21 yılın dış politika tavizlerini burada listelemeye gerek yok, tablo ortada.

“Seçim sonrası eli zayıfladı, Batı’nın istediklerini yapmaya mecbur kalacak” varsayımı, Erdoğan’ın Atlantik düzeni karşıtı olduğu hayaline dayanıyor. Oysa Erdoğan hep Atlantikçidir. O düzen içinde zaman zaman taktik seviyede itirazlarda bulunması, stratejik konumunu değiştirmez. Kaldı ki neoliberal ekonomi programı uygulayan birinin Atlantik düzeninin dışında olma şansı yoktur.
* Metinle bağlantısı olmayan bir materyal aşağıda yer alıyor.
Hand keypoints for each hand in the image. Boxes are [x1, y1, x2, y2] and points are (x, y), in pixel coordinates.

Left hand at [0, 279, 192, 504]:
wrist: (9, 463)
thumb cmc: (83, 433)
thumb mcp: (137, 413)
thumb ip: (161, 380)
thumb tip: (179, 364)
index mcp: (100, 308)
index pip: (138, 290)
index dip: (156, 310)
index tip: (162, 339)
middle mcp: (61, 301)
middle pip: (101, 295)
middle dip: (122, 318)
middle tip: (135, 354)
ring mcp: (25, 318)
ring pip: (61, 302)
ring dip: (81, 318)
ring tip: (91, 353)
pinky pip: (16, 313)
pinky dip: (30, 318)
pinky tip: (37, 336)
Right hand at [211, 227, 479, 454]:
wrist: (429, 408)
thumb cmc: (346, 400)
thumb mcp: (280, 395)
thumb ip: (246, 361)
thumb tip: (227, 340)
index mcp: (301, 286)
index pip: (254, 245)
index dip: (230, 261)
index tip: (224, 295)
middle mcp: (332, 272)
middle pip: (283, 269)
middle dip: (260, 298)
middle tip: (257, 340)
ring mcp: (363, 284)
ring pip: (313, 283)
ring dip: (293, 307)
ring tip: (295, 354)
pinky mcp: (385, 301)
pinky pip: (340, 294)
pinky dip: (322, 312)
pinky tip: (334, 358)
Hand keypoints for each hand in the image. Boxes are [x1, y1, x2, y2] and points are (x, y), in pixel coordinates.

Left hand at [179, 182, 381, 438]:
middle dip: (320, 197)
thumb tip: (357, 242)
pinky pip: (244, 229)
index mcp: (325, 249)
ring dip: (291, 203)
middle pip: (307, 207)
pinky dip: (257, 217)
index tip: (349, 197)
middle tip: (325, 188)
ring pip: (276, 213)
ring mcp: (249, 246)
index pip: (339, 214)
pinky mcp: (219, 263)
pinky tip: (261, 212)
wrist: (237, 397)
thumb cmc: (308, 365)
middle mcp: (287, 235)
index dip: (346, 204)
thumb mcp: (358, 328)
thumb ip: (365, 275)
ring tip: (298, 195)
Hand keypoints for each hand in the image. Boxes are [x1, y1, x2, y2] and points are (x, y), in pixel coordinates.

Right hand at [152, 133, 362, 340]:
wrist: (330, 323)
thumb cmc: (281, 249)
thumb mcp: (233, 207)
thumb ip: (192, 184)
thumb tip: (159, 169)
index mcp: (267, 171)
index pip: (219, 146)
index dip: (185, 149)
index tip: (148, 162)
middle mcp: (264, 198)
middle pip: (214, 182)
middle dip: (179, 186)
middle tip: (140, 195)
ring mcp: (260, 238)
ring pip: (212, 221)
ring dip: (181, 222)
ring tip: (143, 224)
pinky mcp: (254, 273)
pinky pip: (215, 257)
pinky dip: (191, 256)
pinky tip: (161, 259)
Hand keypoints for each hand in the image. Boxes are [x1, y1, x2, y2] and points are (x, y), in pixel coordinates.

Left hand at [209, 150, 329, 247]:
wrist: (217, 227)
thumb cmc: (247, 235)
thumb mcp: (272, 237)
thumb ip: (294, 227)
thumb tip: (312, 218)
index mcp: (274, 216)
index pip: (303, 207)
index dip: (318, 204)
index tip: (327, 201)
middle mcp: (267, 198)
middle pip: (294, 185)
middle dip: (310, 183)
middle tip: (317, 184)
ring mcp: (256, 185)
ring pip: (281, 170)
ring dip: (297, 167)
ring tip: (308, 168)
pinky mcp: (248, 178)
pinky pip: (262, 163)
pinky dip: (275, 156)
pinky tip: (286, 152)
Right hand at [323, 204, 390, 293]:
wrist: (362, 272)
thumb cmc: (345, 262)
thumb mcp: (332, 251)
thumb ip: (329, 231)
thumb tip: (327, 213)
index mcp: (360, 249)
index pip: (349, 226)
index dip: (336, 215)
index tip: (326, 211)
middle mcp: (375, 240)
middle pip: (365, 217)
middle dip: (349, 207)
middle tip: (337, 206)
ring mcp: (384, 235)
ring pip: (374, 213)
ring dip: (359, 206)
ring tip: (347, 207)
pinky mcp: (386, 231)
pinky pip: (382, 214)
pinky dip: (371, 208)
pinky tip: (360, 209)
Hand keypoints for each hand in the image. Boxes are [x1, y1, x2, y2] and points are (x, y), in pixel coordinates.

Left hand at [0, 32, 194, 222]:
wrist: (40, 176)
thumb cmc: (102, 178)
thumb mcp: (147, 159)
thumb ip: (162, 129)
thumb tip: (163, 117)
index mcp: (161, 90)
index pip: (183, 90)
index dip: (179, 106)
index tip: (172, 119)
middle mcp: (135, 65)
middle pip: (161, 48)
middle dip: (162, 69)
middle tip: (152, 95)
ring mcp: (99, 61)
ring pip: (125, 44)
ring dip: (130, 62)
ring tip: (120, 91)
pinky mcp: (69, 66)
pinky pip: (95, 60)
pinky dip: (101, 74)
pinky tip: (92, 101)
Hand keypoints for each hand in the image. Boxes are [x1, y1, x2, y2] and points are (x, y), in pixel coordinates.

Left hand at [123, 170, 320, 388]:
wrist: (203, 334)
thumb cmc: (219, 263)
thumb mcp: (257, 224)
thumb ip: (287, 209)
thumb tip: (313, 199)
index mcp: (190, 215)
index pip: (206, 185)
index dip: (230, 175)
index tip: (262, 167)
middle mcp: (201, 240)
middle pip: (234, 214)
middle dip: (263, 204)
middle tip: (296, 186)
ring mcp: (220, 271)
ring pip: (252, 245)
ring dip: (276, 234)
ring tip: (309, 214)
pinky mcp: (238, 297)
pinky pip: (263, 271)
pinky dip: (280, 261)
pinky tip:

Evet, Türk dış politikasın yönünü belirleyen en önemli etkenlerden biri uygulanan ekonomik programdır. Neoliberal program ile Atlantikçilik birbirinin bütünleyenidir. Şöyle de söyleyebiliriz: Neoliberal programı uygulayan hükümetlerin Atlantik düzeninden çıkma şansı yoktur; o düzenin içinde en fazla taktik seviyede itirazları olur. O itirazlar da “stratejik değerlenme” çabasıdır.

İşte Erdoğan’ın sabah “Eyyy ABD” dedikten sonra akşam ABD’nin talebini yerine getirmesinin “sırrı” buradadır.
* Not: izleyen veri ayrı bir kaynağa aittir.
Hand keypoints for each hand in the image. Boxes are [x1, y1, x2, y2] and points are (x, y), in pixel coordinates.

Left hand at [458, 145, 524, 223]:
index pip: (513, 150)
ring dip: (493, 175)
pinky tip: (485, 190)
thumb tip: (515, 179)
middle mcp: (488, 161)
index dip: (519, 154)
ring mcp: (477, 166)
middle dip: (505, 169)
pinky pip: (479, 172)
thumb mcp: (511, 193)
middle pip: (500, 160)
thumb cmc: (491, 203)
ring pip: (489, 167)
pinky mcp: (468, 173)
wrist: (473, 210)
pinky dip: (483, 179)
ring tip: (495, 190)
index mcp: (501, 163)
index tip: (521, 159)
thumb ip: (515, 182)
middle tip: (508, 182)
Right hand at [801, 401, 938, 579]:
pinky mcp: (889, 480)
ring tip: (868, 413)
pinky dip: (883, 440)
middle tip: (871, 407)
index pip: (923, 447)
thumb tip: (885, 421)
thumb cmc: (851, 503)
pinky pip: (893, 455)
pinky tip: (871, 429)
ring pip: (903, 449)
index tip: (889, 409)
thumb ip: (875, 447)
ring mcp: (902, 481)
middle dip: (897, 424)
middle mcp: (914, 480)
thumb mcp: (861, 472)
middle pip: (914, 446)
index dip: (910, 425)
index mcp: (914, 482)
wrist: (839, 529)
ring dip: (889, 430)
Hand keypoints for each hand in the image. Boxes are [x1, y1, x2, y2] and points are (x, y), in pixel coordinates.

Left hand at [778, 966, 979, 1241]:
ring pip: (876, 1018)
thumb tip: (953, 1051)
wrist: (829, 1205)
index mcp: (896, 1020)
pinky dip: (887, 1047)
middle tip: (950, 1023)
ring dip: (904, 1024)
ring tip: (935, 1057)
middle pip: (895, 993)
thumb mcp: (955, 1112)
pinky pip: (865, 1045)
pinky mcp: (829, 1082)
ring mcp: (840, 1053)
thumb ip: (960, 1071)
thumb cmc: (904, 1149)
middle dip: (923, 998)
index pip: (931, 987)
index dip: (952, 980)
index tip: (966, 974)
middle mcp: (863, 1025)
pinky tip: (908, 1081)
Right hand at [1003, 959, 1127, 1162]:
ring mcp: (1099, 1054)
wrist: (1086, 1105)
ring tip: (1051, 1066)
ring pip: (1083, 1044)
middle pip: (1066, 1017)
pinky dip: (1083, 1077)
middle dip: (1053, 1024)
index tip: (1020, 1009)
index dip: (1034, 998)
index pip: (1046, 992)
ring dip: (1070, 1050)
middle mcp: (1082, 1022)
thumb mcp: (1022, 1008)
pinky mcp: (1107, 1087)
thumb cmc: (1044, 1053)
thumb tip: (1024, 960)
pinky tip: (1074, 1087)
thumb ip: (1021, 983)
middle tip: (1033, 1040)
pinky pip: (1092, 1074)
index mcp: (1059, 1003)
Erdoğan’ın dün “nas” diyerek faizleri düşürmesi neoliberal programın dışında değildi. Hatta uygulanan “kur korumalı programla” ortaya çıkan “Türk doları” sonucu, tam da neoliberalizmdi. Büyük sermaye transferleri oldu, her neoliberal programın kaçınılmaz sonucu gibi, zenginler daha da zenginleşti, yoksullar daha da yoksullaştı…

Bu sermaye transferlerinin, bu belli kesimleri zenginleştirme programının sonucu olarak kasa boşaldı. Dolayısıyla Erdoğan’ın önüne ikinci bir sorun olarak, iktidarını sürdürebilmek için “büyük borç” bulma sorunu çıktı. İşte bu da Türk dış politikasını etkileyen yeni faktör olarak önümüzde duruyor.

Kaldı ki Erdoğan zaten bu faktör nedeniyle yeniden “Amerikan açılımı” denilecek bir sürece başlamıştı. Hükümet temsilcilerinin “beyaz sayfa” güzellemeleri altında savunma sanayisinde NATO müdürlükleri kurmak, savunma diyalog grupları oluşturmak, ortak üretim işbirlikleri aramak, ABD’nin talebiyle Yunaistan’la normalleşerek Doğu Akdeniz’de geri adım atmak gibi hamlelerde 9 Mayıs’a gelinmişti. Yani Erdoğan’ın 4 yıldır Biden’la Beyaz Saray’da görüşme umudu işte böyle doğmuştu.

Yani “9 Mayıs’ta taviz” 30 Mart günü vardı, 31 Mart sonucuyla ortaya çıkmadı.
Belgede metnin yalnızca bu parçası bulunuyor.